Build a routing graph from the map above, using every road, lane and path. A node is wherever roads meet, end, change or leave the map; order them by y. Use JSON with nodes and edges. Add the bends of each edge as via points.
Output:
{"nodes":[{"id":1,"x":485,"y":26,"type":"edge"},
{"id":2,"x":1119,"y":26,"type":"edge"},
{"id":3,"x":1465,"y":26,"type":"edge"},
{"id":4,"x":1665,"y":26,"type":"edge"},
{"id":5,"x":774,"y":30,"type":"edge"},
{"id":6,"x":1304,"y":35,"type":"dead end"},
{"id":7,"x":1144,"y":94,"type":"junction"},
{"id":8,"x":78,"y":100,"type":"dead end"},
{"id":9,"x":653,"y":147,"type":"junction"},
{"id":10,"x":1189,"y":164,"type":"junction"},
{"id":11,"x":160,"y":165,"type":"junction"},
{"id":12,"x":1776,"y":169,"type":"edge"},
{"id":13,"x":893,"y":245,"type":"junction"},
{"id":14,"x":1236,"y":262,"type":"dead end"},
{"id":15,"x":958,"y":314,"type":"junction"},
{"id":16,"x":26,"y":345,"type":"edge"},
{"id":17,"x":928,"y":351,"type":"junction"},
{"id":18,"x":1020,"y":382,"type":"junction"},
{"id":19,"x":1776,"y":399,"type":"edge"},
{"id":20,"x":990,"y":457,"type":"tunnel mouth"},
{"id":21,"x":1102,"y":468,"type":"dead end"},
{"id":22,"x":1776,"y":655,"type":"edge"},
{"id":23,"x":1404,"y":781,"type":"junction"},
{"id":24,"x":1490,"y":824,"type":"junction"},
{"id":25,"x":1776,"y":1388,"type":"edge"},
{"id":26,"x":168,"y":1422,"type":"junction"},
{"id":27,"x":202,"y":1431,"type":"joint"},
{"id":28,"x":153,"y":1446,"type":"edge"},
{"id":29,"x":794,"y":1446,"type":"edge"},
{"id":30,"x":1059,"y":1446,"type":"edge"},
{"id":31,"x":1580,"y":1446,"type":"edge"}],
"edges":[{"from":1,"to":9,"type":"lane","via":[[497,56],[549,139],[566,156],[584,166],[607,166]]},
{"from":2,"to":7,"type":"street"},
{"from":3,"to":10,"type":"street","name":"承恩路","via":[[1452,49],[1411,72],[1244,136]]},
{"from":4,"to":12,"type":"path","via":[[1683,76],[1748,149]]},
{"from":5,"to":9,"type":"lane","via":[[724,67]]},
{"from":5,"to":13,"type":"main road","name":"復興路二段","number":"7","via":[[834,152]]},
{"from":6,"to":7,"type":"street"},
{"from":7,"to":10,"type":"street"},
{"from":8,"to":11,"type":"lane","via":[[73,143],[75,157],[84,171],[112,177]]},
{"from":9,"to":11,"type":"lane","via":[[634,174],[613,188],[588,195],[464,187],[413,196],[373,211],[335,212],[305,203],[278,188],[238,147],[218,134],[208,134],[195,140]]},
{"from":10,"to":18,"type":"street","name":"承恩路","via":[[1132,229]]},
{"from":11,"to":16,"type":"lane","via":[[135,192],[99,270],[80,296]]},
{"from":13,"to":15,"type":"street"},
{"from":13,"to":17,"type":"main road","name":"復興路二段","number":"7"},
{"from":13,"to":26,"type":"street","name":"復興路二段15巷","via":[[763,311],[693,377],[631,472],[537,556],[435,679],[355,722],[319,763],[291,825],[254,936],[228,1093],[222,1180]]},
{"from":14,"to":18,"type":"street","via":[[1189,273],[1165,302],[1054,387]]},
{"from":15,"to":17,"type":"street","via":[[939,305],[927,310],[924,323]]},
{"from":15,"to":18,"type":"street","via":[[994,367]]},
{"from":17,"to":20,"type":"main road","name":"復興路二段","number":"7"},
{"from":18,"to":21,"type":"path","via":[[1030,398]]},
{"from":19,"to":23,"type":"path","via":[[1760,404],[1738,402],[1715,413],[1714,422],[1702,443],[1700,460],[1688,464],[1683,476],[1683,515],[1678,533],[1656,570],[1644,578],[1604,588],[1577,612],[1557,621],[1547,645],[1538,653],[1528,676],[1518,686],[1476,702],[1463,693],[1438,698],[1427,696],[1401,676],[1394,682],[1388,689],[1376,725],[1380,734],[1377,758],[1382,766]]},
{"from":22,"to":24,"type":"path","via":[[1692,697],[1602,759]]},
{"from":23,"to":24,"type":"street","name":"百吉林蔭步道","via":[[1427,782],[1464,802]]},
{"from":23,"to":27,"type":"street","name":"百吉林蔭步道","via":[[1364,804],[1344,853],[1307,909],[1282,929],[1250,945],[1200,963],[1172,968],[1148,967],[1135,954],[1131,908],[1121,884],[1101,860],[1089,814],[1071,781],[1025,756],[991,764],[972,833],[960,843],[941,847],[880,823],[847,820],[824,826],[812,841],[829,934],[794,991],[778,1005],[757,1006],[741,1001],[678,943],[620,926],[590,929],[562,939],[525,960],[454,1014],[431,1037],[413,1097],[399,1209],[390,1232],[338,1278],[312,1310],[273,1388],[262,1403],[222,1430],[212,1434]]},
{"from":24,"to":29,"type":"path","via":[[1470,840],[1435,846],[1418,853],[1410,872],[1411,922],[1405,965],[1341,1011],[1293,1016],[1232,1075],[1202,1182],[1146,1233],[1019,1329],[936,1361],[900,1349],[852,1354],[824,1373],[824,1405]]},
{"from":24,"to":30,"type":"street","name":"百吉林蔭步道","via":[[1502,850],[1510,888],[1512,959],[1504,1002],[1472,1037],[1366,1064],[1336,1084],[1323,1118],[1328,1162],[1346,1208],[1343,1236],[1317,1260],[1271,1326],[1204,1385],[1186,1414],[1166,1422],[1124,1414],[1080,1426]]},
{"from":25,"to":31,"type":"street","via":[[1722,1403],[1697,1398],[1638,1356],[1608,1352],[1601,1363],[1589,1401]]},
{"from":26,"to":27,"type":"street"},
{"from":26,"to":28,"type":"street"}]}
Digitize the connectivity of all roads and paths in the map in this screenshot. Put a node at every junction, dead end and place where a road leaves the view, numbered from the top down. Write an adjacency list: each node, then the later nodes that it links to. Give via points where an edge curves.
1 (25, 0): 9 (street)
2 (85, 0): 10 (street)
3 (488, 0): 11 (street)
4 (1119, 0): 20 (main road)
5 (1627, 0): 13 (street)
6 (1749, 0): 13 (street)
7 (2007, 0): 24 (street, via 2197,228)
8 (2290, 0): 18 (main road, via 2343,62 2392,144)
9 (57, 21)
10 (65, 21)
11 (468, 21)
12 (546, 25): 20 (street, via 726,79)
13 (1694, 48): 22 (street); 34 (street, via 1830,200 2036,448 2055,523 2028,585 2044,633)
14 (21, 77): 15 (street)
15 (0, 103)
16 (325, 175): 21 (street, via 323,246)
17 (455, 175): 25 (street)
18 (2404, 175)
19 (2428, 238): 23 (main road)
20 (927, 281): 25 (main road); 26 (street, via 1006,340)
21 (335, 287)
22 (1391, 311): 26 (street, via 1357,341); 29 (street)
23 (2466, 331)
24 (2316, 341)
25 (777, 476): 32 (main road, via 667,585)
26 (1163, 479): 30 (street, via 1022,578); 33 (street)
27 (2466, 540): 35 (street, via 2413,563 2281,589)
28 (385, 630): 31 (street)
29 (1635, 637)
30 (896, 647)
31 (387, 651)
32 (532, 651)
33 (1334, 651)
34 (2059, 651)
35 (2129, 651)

....................

Requirement. Looking at the material, work out the number of lines holding "every", and write that number alone.

Written answer. 2